Today I'm delighted to post another review by my young co-reviewer Heena Pala, aged 13.
Flowers for Algernon, by Daniel Keyes
Reviewed by Heena Pala
Flowers for Algernon is a science fiction book narrated as a diary by Charlie Gordon. Charlie has a low IQ. He finds himself involved in an experiment; this involves undergoing an operation along with a lab mouse, Algernon. As part of assessments, Charlie and Algernon have to compete in races and mazes. Charlie gets frustrated with Algernon for always beating him, but soon becomes his friend. The operation is to increase his intelligence.
Charlie works in a plastic box factory. There, his colleagues are nasty to him and take advantage of his misunderstanding of the world around him. The operation works a success, but as Charlie’s intelligence increases, he begins to spot a difference in the way people behave around him.
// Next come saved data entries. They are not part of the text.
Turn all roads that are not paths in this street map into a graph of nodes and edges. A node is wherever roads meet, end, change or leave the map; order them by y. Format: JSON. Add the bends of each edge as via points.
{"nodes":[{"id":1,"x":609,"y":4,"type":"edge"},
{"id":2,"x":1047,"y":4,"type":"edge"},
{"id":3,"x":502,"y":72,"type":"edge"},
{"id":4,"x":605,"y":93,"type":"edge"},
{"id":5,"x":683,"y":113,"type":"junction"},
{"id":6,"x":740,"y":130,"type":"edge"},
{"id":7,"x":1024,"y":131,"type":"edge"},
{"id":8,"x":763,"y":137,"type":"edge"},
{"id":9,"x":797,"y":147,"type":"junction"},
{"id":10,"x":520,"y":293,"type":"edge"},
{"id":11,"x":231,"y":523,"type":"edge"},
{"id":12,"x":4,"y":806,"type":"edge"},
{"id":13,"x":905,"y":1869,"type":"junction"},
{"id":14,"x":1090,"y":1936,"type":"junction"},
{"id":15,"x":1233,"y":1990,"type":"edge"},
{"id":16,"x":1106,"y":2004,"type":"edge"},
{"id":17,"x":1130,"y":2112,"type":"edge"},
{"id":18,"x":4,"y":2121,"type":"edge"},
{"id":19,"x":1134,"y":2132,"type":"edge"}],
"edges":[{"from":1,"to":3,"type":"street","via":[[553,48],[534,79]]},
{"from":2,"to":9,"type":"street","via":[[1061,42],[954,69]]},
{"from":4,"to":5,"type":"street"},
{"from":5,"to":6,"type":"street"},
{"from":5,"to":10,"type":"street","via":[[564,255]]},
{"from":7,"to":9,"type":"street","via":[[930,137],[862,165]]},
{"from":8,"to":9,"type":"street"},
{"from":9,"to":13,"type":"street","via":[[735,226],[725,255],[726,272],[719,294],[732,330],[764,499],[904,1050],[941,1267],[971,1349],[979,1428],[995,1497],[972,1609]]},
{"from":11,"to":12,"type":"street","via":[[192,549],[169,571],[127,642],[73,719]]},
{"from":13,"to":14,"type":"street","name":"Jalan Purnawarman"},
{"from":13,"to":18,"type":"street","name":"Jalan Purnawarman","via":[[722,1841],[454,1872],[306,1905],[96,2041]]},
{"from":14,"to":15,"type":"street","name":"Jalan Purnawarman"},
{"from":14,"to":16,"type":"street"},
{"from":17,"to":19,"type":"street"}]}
Overall, I enjoyed Flowers for Algernon. One thing that the author could have improved on is the ending. It ended on a cliff-hanger and was also a little too slow-moving for me. I think that the author has achieved his goal of opening the reader’s eyes about how we take our everyday abilities for granted.
AGE RANGE: 10+
FIRST PUBLISHED: July 1968
LATEST EDITION: Sept 2011
Thank you, Heena, for another very helpful review. 'Flowers for Algernon' sounds fascinating and I'm lookng forward to reading it myself very soon.